The first is a quality problem: code that is present but does not carry its weight. This exists in human-written codebases too, and the measurement challenge is similar to what it has always been, just with new failure modes added.
The second is a provenance problem: understanding what proportion of a codebase was generated versus authored, as a proxy for how much accumulated domain context the codebase carries. A codebase that is largely generated by models that do not understand the business domain is at structural risk in ways that are hard to quantify but real. When something breaks in an unexpected way, the generated code offers no trail of intent to follow.
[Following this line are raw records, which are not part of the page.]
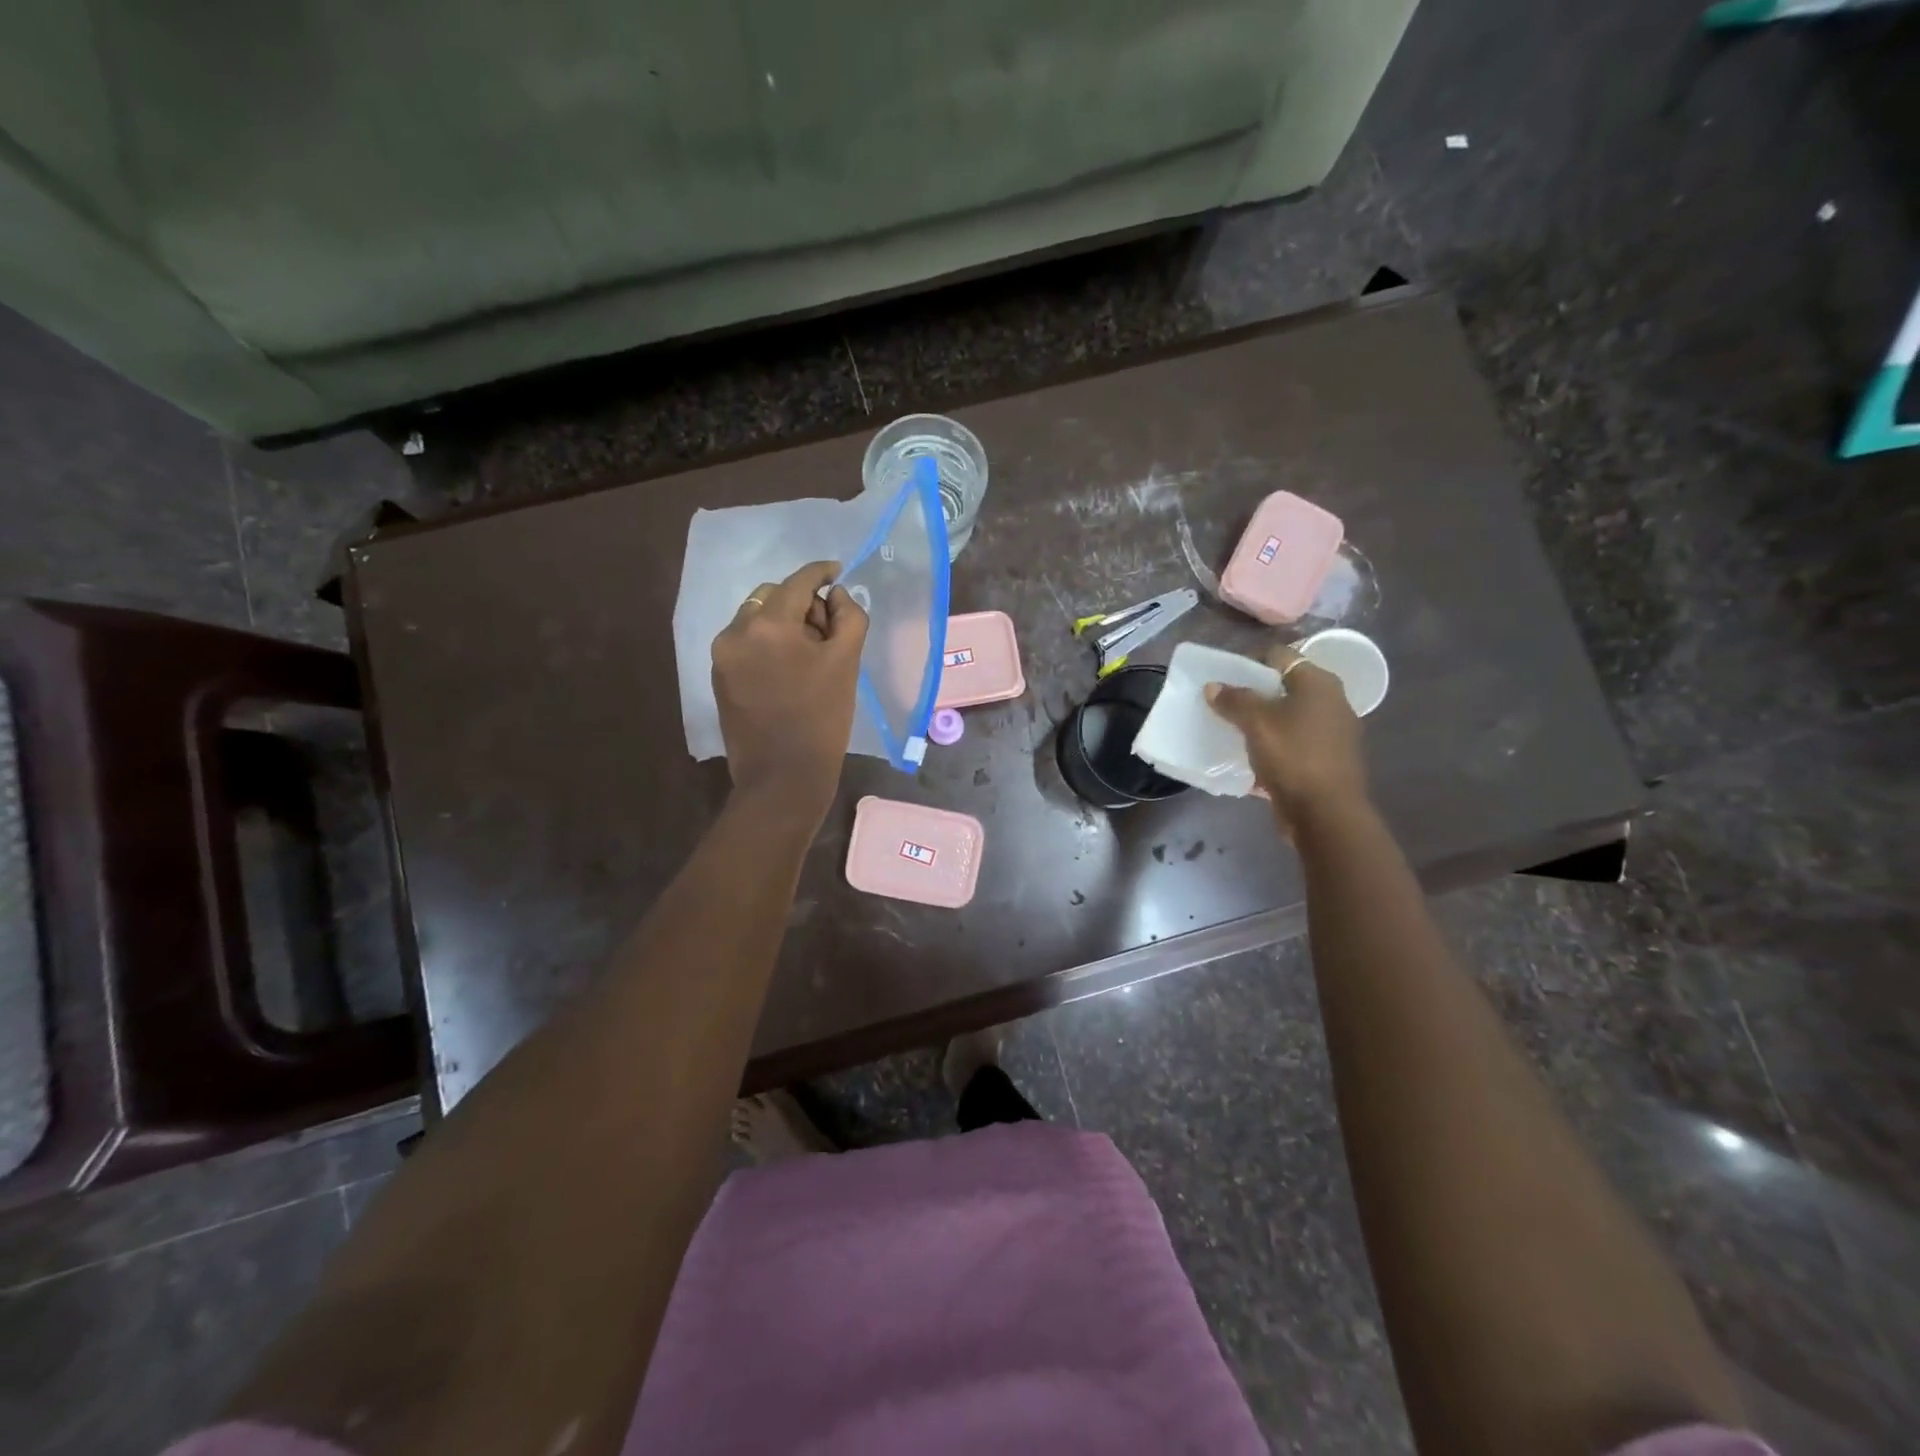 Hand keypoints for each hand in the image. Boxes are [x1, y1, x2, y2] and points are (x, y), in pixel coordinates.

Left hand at [711, 561, 868, 825]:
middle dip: (802, 603)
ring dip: (783, 623)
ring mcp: (722, 655)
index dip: (820, 572)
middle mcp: (737, 630)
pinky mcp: (719, 676)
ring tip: (809, 654)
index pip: (798, 582)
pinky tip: (788, 670)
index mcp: (769, 624)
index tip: (837, 571)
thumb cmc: (822, 720)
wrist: (782, 777)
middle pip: (773, 596)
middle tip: (828, 630)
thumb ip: (848, 618)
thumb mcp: (846, 663)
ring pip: (756, 618)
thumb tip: (835, 596)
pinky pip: (746, 643)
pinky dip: (768, 643)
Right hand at [1206, 645, 1367, 827]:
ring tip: (1232, 731)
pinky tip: (1249, 758)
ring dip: (1261, 723)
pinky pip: (1292, 745)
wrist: (1325, 813)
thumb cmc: (1293, 756)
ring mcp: (1332, 734)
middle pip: (1284, 687)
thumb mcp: (1256, 722)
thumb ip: (1233, 700)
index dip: (1249, 661)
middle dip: (1253, 694)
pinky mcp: (1326, 762)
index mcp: (1319, 683)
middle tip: (1224, 704)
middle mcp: (1331, 703)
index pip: (1280, 656)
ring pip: (1288, 718)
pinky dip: (1272, 747)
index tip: (1223, 676)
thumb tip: (1213, 686) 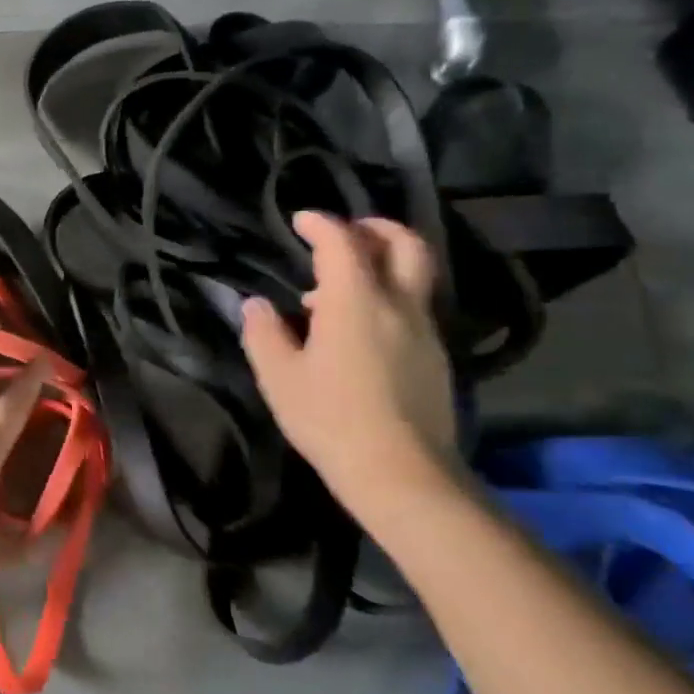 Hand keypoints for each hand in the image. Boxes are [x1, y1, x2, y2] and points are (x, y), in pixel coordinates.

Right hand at [241, 211, 457, 503]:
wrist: (402, 473)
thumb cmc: (330, 419)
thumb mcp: (279, 377)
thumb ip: (264, 333)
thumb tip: (257, 305)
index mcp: (356, 301)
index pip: (342, 242)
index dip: (320, 224)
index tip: (301, 220)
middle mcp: (398, 305)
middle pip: (404, 244)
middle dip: (376, 227)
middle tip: (348, 231)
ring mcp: (425, 331)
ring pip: (414, 276)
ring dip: (382, 265)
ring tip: (340, 289)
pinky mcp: (436, 358)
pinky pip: (414, 308)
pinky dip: (389, 297)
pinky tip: (360, 329) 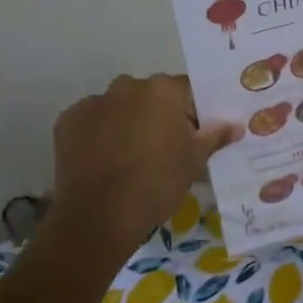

These problems require different interventions. For the quality problem, existing static analysis tools can be extended with slop-specific rules: flag comment density above a threshold, flag redundant type guards that the type system already handles, flag structural homogeneity across functions in the same file. For the provenance problem, approaches like watermarking at generation time, as researched by Kirchenbauer et al. (2023) for text and now being explored for code, are more appropriate than post-hoc analysis.
The Experiment as a Calibration Tool
The value of an experiment like the pscanf one is not that it produces a deployable slop detector. It is that it calibrates intuition. When you try to operationalize a fuzzy concept, you learn which parts of the fuzziness are essential and which are incidental.
If a metric flags a lot of code you consider good, the metric is wrong. If a metric passes a lot of code you consider sloppy, either the metric is wrong or your intuitions about slop are inconsistent. Running the experiment forces you to decide.
The practical outcome from this kind of calibration work is usually a small set of targeted linting rules rather than a unified score. Comment density thresholds can be enforced in CI. Structural repetition warnings can be surfaced during code review. These interventions are coarse, but coarse and deployable beats precise and theoretical.
What the experiment probably cannot produce, and what no single experiment could produce, is a principled aggregate score for sloppiness across a whole codebase. The concept is too context-dependent. High comment density is appropriate in a library with a public API. Defensive null handling is appropriate at service boundaries. The same pattern that is slop in one file is good engineering in another.
What This Means for Codebases Under Pressure
The practical context for this work is that development teams using AI coding assistants are shipping code faster and reviewing it less carefully. In this environment, the slop question is really a leverage question: where in the development process does it matter most that code carries genuine design intent, and where is it acceptable for code to be generated from templates?
Boilerplate, test fixtures, and configuration files can tolerate higher slop levels because they are read less often and changed less often. Core domain logic, API contract code, and data migration code carry much higher risk when generated without careful review, because errors in those places compound in ways that are hard to debug and expensive to fix.
A practical measurement framework might therefore not be a single slop score but a set of targeted checks applied selectively based on where in the codebase a file sits. Projects like semgrep already support path-scoped rule enforcement, which makes it feasible to apply stricter quality gates to high-stakes directories without burdening the whole codebase with rules that make no sense for generated scaffolding.
The measurement problem is real, but the engineering problem it serves is tractable: not “is this code slop?” in the abstract, but “does this code, in this location, meet the quality bar its position in the system requires?” That is a question existing tooling can approximate, even if it cannot answer perfectly. The experiment at pscanf is a useful step toward knowing what approximate means in this context.